Some time this year, I'm planning to write a browser add-on which will send random (legitimate, from real browser versions) header combinations of the user agent (+OS) and accept headers. It can be semi-random, e.g. send the same headers to the same host during one visit. Combine it with the NoScript addon, use the RequestPolicy addon, block 3-rd party cookies, tell the browser to delete the cookies and local storage on exit, use plugins only in "on-click" mode (or don't use plugins), don't send "referer"s (or send fake "referer"s), use Tor for HTTPS sites (and sites that don't need authorization), and this will make hard to track you.

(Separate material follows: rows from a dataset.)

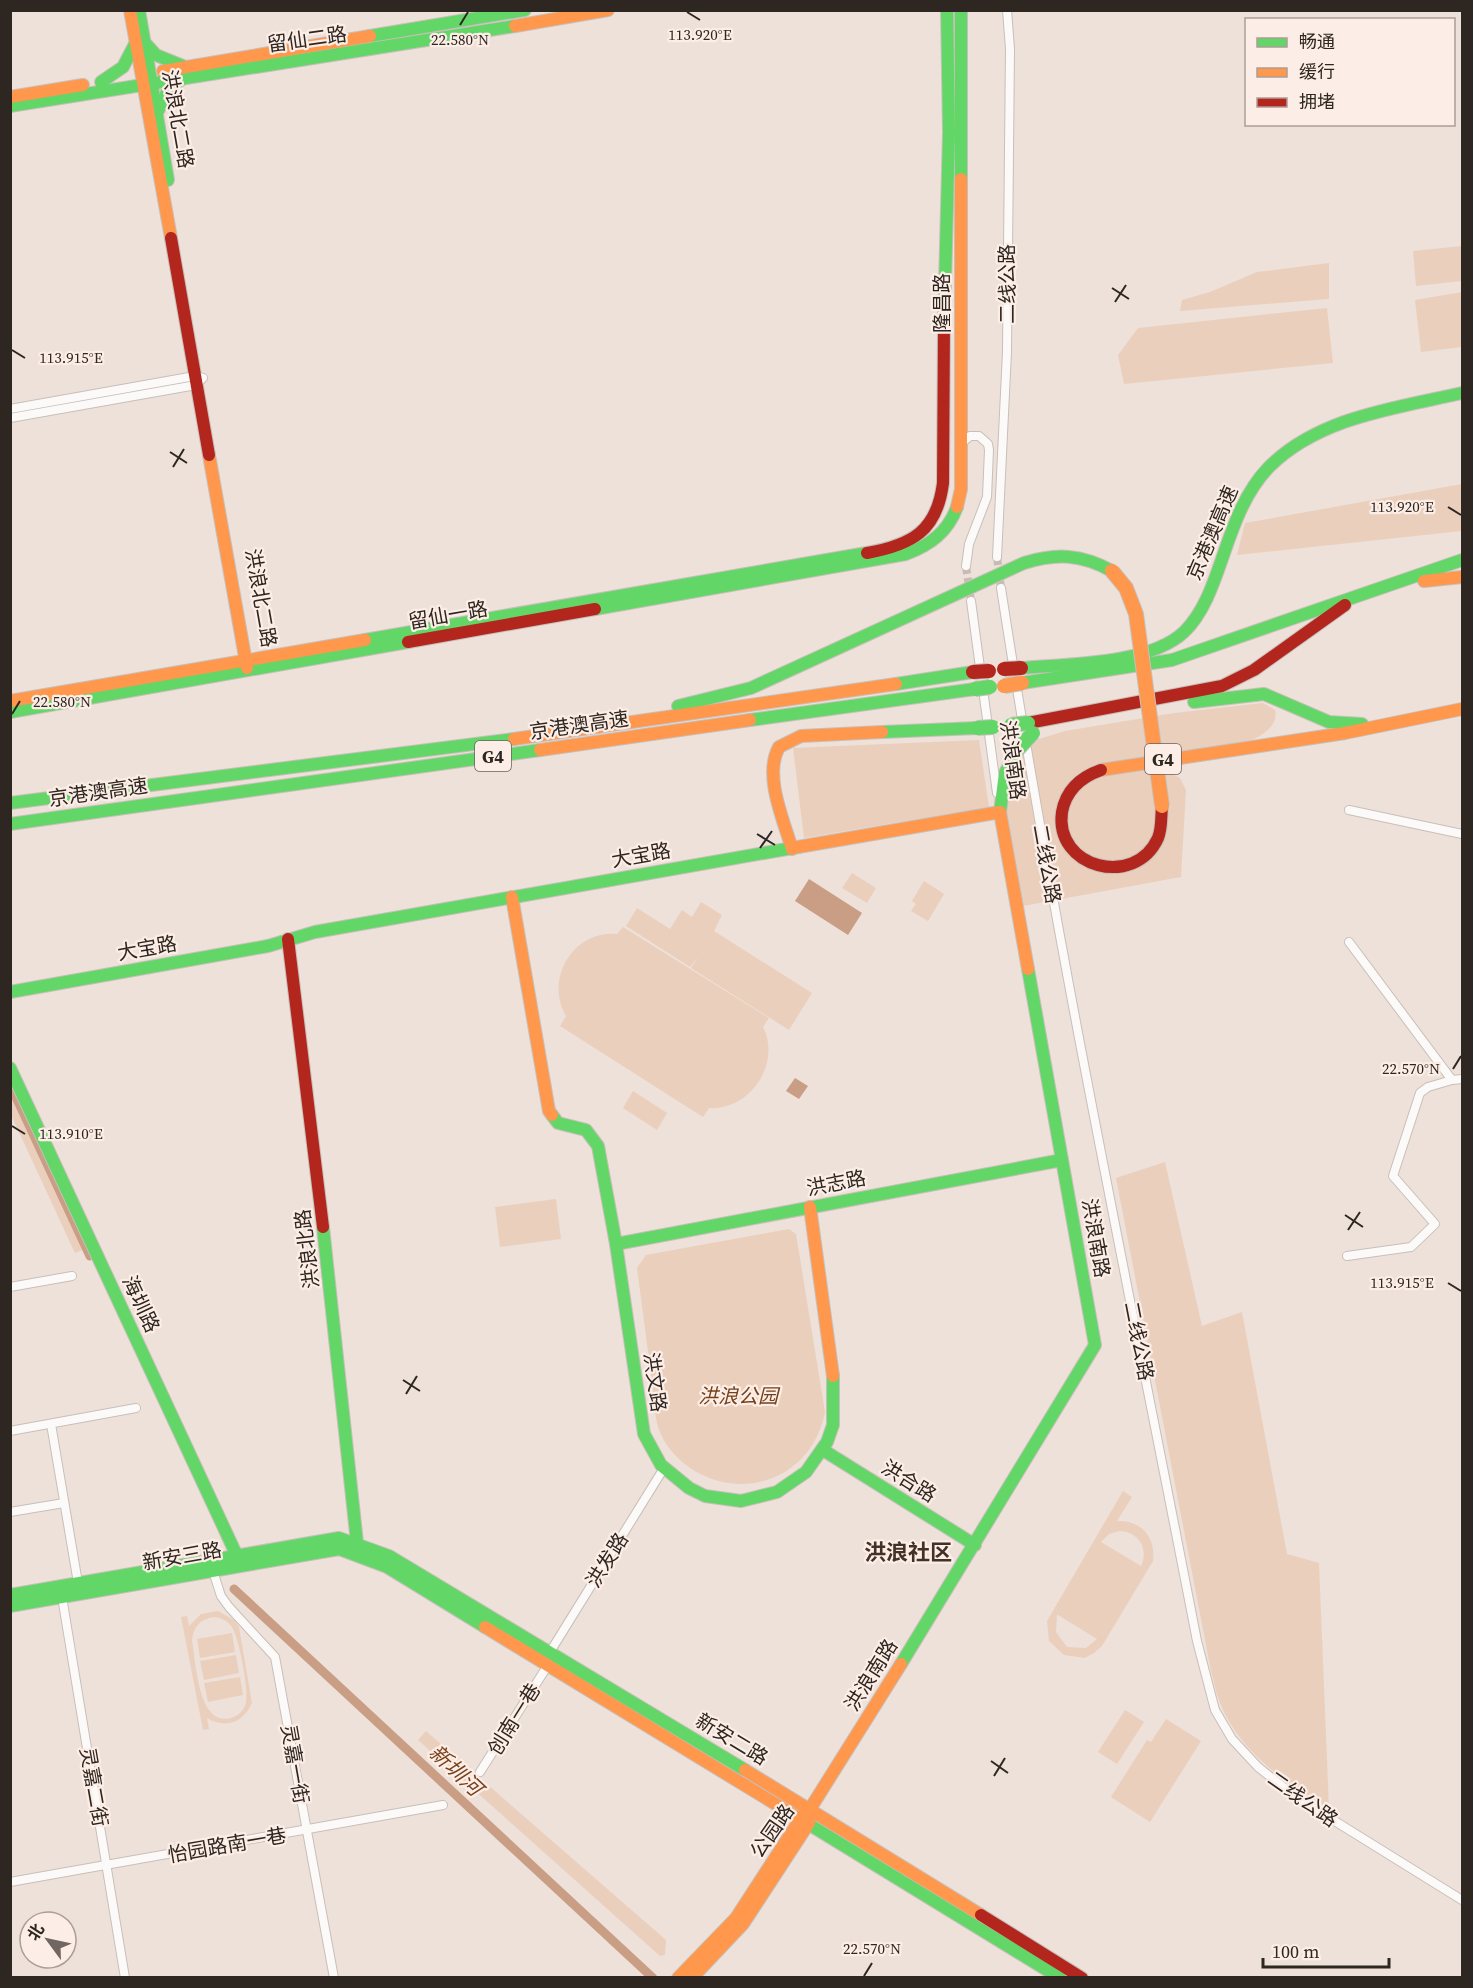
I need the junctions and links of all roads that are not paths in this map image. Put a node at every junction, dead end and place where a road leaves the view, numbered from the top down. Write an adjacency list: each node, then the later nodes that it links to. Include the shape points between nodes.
1 (130, 10): 8 (main road, 洪浪北二路)
2 (139, 10): 8 (main road, 洪浪北二路)
3 (525, 10): 9 (main road, 留仙二路)
4 (608, 10): 9 (main road, 留仙二路, via 433,41)
5 (947, 10): 20 (main road, 隆昌路, via 949,132 942,493 939,510 925,530)
6 (961, 10): 19 (main road, 隆昌路)
7 (1007, 10): 21 (street, 二线公路, via 1007,352)
8 (140, 42): 9 (main road, via 163,60); 10 (main road, 洪浪北二路); 11 (main road, via 123,67)
9 (189, 71): 10 (main road, 留仙二路); 14 (main road, via 168,90)
10 (146, 78): 11 (main road, 留仙二路); 13 (main road, 留仙二路); 14 (main road, 洪浪北二路); 15 (main road, 洪浪北二路)
11 (101, 82): 12 (main road, 留仙二路)
12 (10, 97)
13 (10, 106)
14 (157, 115): 15 (main road, 洪浪北二路)
15 (198, 380): 17 (street); 18 (street); 29 (main road, 洪浪北二路); 30 (main road, 洪浪北二路)
16 (1462, 393): 39 (main road, 京港澳高速 / G4, bridge, via 1329,428 1299,443 1271,465 1241,506 1201,608 1187,629 1171,643 1127,656 973,672)
17 (10, 409)
18 (10, 418)
19 (962, 442): 20 (main road, 隆昌路, via 960,501 955,518 923,548); 23 (street, via 979,436 989,450 987,497 969,544)
20 (891, 553): 30 (main road, 留仙一路)
21 (997, 557)
22 (1462, 560): 26 (main road, G4)
23 (966, 566)
24 (1462, 577): 26 (main road)
25 (1001, 588): 82 (street, 二线公路, via 1058,927 1197,1641 1215,1710 1232,1739 1276,1783)
26 (1380, 588): 27 (main road, G4)
27 (1361, 594): 38 (main road, via 1254,670 1222,686); 43 (main road, 京港澳高速 / G4, bridge, via 1172,660)
28 (971, 601): 42 (street, 洪浪南路)
29 (240, 631): 30 (main road, 洪浪北二路); 31 (main road, via 238,651)
30 (249, 663): 31 (main road, 留仙一路); 35 (main road, 留仙一路)
31 (217, 665): 33 (main road, 留仙一路)
32 (1462, 700): 36 (main road)
33 (10, 701)
34 (1462, 709): 37 (main road, 京港澳高速 / G4)
35 (10, 712)
36 (1349, 723): 37 (main road); 38 (main road, via 1329,722 1272,696 1256,693)
37 (1384, 726): 39 (main road, 京港澳高速 / G4, bridge, via 1099,770 1080,780 1067,795 1061,813 1062,834 1073,851 1090,864 1106,869 1124,868 1141,861 1155,846 1162,806 1136,614 1126,588 1112,571 1077,555 1039,558 1009,568 751,688)
38 (1031, 728): 42 (main road, bridge, via 1005,773); 45 (main road, bridge, via 1011,725 788,739 778,748 773,761)
39 (558, 733): 40 (main road, 京港澳高速 / G4)
40 (10, 803)
41 (1349, 810): 44 (street)
42 (1000, 812): 45 (main road, 大宝路); 54 (main road, 洪浪南路)
43 (10, 824)
44 (1462, 834)
45 (792, 849): 46 (main road, 大宝路)
46 (512, 897): 47 (main road, 大宝路); 56 (main road, 洪文路, via 549,1112 558,1123 586,1130 596,1139)
47 (288, 939): 49 (main road, 大宝路, via 268,939); 50 (main road, 大宝路, via 268,946); 68 (main road, 洪浪北路)
48 (1349, 942): 53 (street)
49 (10, 984)
50 (10, 992)
51 (10, 1068): 69 (main road, 海圳路)
52 (1462, 1079): 53 (street)
53 (1452, 1080): 57 (street, via 1428,1087 1418,1097 1393,1176 1435,1224 1411,1247)
54 (1062, 1160): 55 (main road, 洪志路); 67 (main road, 洪浪南路, via 1095,1345)
55 (810, 1208): 56 (main road, 洪志路); 63 (main road, 洪文路, via 835,1396 833,1425)
56 (616, 1244): 64 (main road, 洪文路, via 639,1416 651,1450)
57 (1347, 1256)
58 (72, 1276): 59 (street)
59 (10, 1287)
60 (136, 1408): 61 (street)
61 (51, 1424): 62 (street); 65 (street)
62 (10, 1431)
63 (823, 1450): 64 (main road, 洪文路, via 792,1483 768,1495 741,1501 705,1496); 67 (main road, 洪合路)
64 (664, 1468): 75 (street, 洪发路)
65 (64, 1503): 66 (street); 71 (street)
66 (10, 1512)
67 (975, 1545): 78 (main road, 洪浪南路)
68 (358, 1550): 69 (main road, 新安三路, via 339,1538); 70 (main road, 新安三路, via 339,1549); 75 (main road, 新安二路)
69 (237, 1556): 71 (main road, 新安三路)
70 (213, 1571): 73 (main road, 新安三路); 79 (street, 灵嘉一街, via 221,1596 275,1657)
71 (78, 1583): 72 (main road, 新安三路)
72 (10, 1595)
73 (62, 1597): 74 (main road, 新安三路); 80 (street, 灵嘉二街)
74 (10, 1606)
75 (549, 1658): 76 (street, 创南一巷); 78 (main road, 新安二路)
76 (480, 1772)
77 (443, 1805): 79 (street, 怡园路南一巷)
78 (807, 1817): 85 (main road, 公园路, via 736,1918); 86 (main road, 公园路, via 743,1924); 87 (main road, 新安二路); 88 (main road, 新安二路)
79 (307, 1831): 80 (street, 怡园路南一巷); 84 (street, 灵嘉一街)
80 (107, 1866): 81 (street, 怡园路南一巷); 83 (street, 灵嘉二街)
81 (10, 1882)
82 (1462, 1900)
83 (125, 1977)
84 (333, 1977)
85 (678, 1977)
86 (692, 1977)
87 (1060, 1977)
88 (1082, 1977)

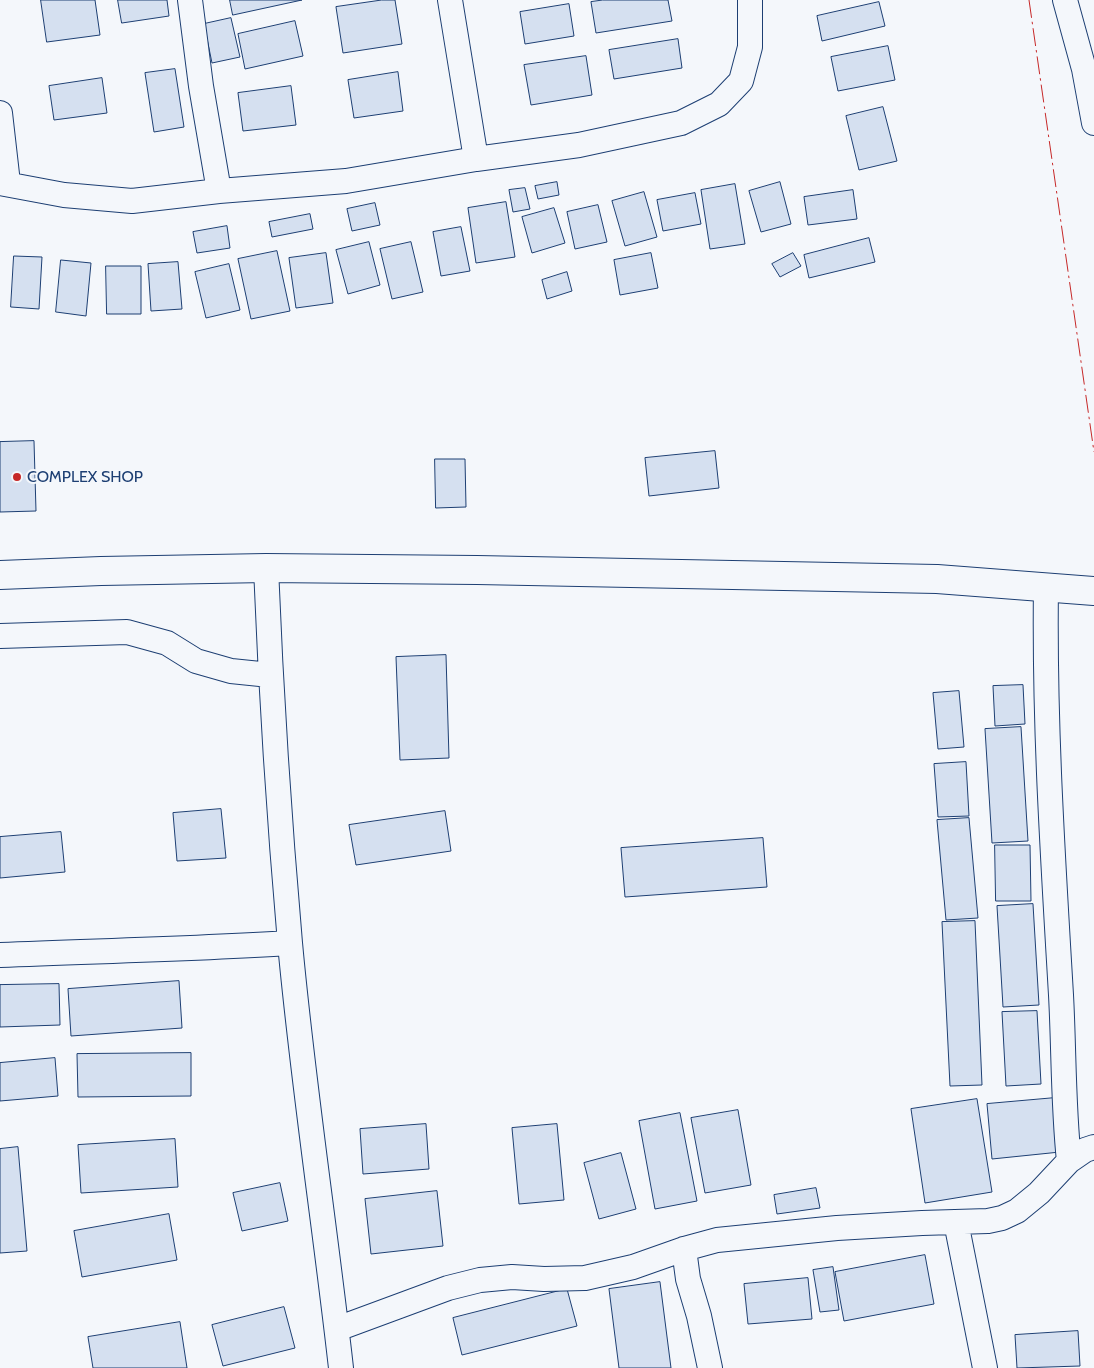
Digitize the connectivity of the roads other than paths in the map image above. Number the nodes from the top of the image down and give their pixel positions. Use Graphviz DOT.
graph roads {
  1 [pos="190,0"];
  2 [pos="450,0"];
  3 [pos="750,0"];
  4 [pos="1065,0"];
  5 [pos="0,113"];
  6 [pos="1094,123"];
  7 [pos="476,159"];
  8 [pos="4,183"];
  9 [pos="219,191"];
  10 [pos="266,568"];
  11 [pos="0,575"];
  12 [pos="1046,586"];
  13 [pos="1094,591"];
  14 [pos="0,636"];
  15 [pos="270,675"];
  16 [pos="290,943"];
  17 [pos="0,955"];
  18 [pos="1094,1147"];
  19 [pos="1069,1161"];
  20 [pos="956,1222"];
  21 [pos="684,1249"];
  22 [pos="337,1329"];
  23 [pos="341,1368"];
  24 [pos="710,1368"];
  25 [pos="985,1368"];
  1 -- 9 [label="street"];
  2 -- 7 [label="street"];
  3 -- 7 [label="street"];
  4 -- 6 [label="street"];
  5 -- 8 [label="street"];
  7 -- 9 [label="street"];
  8 -- 9 [label="street"];
  10 -- 11 [label="street"];
  10 -- 12 [label="street"];
  10 -- 15 [label="street"];
  12 -- 13 [label="street"];
  12 -- 19 [label="street"];
  14 -- 15 [label="street"];
  15 -- 16 [label="street"];
  16 -- 17 [label="street"];
  16 -- 22 [label="street"];
  18 -- 19 [label="street"];
  19 -- 20 [label="street"];
  20 -- 21 [label="street"];
  20 -- 25 [label="street"];
  21 -- 22 [label="street"];
  21 -- 24 [label="street"];
  22 -- 23 [label="street"];
}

> I'm planning to write a browser add-on

Do it for chrome.

...and let me send you money.


Thank you for your support. I'm sorry, but I use Firefox, and I have already created some small add-ons using Mozilla's Addon SDK, so I'm already familiar with it. If I manage to write it (and it will be under GPLv3), I will try to port it to Chrome too.


Save your money, the people who released this solve the problem:

Go here => https://stopfingerprinting.inria.fr/ Chrome + Firefox add-on.

EDIT: solved->solve, they didn't solve it yet, but this add-on helps them solve it.


Thank you for this link. So, currently, it does nothing to protect, it only collects information and sends to them for future analyzing.


Correct, they are researching ways to fight against tracking, this helps the researchers to do just that and stop future tracking attempts.


KISS for Chrome will randomise User-Agent.

https://github.com/hultqvist/Kiss


It's good. My result on the other hand:

'Your browser fingerprint appears to be unique among the 3,230,650 tested so far.'


Yeah, I've thought about this too. I was going to try and use a system-wide proxy, rather than a browser plugin, to capture all outgoing HTTP traffic and sanitize it.

Making it more widely useful would require a lot of thought, because much of the functionality of the current web is predicated on using these same vectors. There are interface issues, and fundamentally, the web would be significantly less useful for a large number of people if the privacy situation were ameliorated.


When it's done in proxy level, you can't change the JavaScript objects, so the global objects like "navigator" (which can be used to extract your browser and OS version) will still be available for trackers (if JavaScript is enabled).


True. You'd need a defense in depth.


> Your browser fingerprint appears to be unique among the 3,229,622 tested so far.

> Currently, we estimate that your browser has a fingerprint that conveys at least 21.62 bits of identifying information.

Your result sounds a lot better than mine. Simply using Opera gives me a one in 111366.28 result.


You do realize it's better to have lots of browsers like yours in this test? The more unique your browser is, the more trackable you are.


It would be useful if you took ideas and code from or took over https://addons.mozilla.org/en-us/firefox/addon/firegloves/ development.


that's good 1:506 means you're not very unique. Unfortunately for me it says appears to be unique among the 3,229,643 - probably because I'm Chrome/Linux, my ratio basically means I can be trivially tracked across the web.


Beeing unique is bad, because that makes you an even better target.


Is there a plugin to remove or modify specific request headers? The bits of unique information could easily be removed, couldn't it?